Academy to honour barrier-breaking Sophia Loren
Beverly Hills: It`s a rare moment when Sophia Loren doesn`t stand out, but this is one of them.
The Italian actress is posing for photos on the stage at the Samuel Goldwyn Theatre at the Academy of Motion Picture Arts and Sciences, where she will be honoured Wednesday for her half-dozen decades in cinema. She is head-to-toe in red, from the highlights in her hair to her boots to her Armani suit. She seems to melt into the red-curtain backdrop on the stage.
But not completely. No amount of red can hide the smile, the voice, the incredible beauty.
"I love red, because I think it is very nice," she explains. "It says, `Naples.` It`s the vibrant life of Neapolitan people. It`s the creative side of the Neapolitan people. It`s life."
Loren`s personal and professional lives began in Rome, though, where she was born in 1934. She got her start in movies as an extra in the 1951 MGM epic ‘Quo Vadis.’ Her breakthrough came in the Italian feature ‘The Gold of Naples’ (1954). Hollywood eventually took notice, but she didn`t truly triumph until returning to Italy and her ‘Naples’ director Vittorio De Sica.
In his ‘Two Women’ (1961), she played a mother who is raped while protecting her daughter in wartime. The performance earned her the first major Oscar for a non-English-language performance.

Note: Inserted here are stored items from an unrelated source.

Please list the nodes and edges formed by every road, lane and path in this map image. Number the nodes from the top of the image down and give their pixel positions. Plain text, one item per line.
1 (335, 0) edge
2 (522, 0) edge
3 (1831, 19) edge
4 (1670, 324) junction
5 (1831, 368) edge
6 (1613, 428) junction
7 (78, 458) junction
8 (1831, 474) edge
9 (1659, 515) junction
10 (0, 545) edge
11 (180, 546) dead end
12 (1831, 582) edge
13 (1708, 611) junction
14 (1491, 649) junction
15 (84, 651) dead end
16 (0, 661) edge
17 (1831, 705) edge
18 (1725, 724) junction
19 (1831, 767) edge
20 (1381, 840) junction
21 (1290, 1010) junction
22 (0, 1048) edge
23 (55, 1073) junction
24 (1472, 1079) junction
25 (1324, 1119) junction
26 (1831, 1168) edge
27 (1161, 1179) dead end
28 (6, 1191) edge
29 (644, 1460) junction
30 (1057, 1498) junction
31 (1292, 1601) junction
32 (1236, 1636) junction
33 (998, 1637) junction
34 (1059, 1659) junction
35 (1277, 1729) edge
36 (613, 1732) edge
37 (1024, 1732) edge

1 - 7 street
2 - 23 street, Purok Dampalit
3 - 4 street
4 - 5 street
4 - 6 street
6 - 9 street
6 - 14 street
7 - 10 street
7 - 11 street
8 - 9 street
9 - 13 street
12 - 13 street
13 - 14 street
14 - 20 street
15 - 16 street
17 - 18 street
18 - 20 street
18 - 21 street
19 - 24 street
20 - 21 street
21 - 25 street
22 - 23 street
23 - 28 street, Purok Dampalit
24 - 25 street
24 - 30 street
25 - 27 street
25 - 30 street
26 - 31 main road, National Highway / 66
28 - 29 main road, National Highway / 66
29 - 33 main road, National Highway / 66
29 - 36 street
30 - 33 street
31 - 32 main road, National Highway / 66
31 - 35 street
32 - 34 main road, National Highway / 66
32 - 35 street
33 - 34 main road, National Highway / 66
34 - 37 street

The Academy honoured her again in 1991, with an award for her contributions to world cinema. Nevertheless, this week`s Academy tribute is clearly significant to Loren.
"It means a lot to an actress who has been working ... such a long time in this field," she says. "Even though I have an Oscar ... when they called me from this building to invite me to another big honour, it is really very moving."
Of her work, Loren says she is perhaps most fond of ‘Two Women’ and ‘A Special Day’ (1977), the latter with frequent co-star Marcello Mastroianni.
"These are the two films that really made a big impact in my career," she says. "Anna Magnani made it very big in America, but for an American film. I succeeded in having a great success for an Italian movie, in speaking in Italian, not in American, not in English. So it was really a big, big thing for the industry."
While there were periods where she slowed down a bit to raise her two children with husband Carlo Ponti, she really never stopped working. Her last major Hollywood feature was the musical ‘Nine’ in 2009.
"The future is always something that is the unknown," says Loren, 76. "Who knows? But, of course, you have dreams inside of yourself ... and maybe sometimes you work for that one that you really want to make it in life. And if you think positively about it, maybe one day it will happen. I am a dreamer."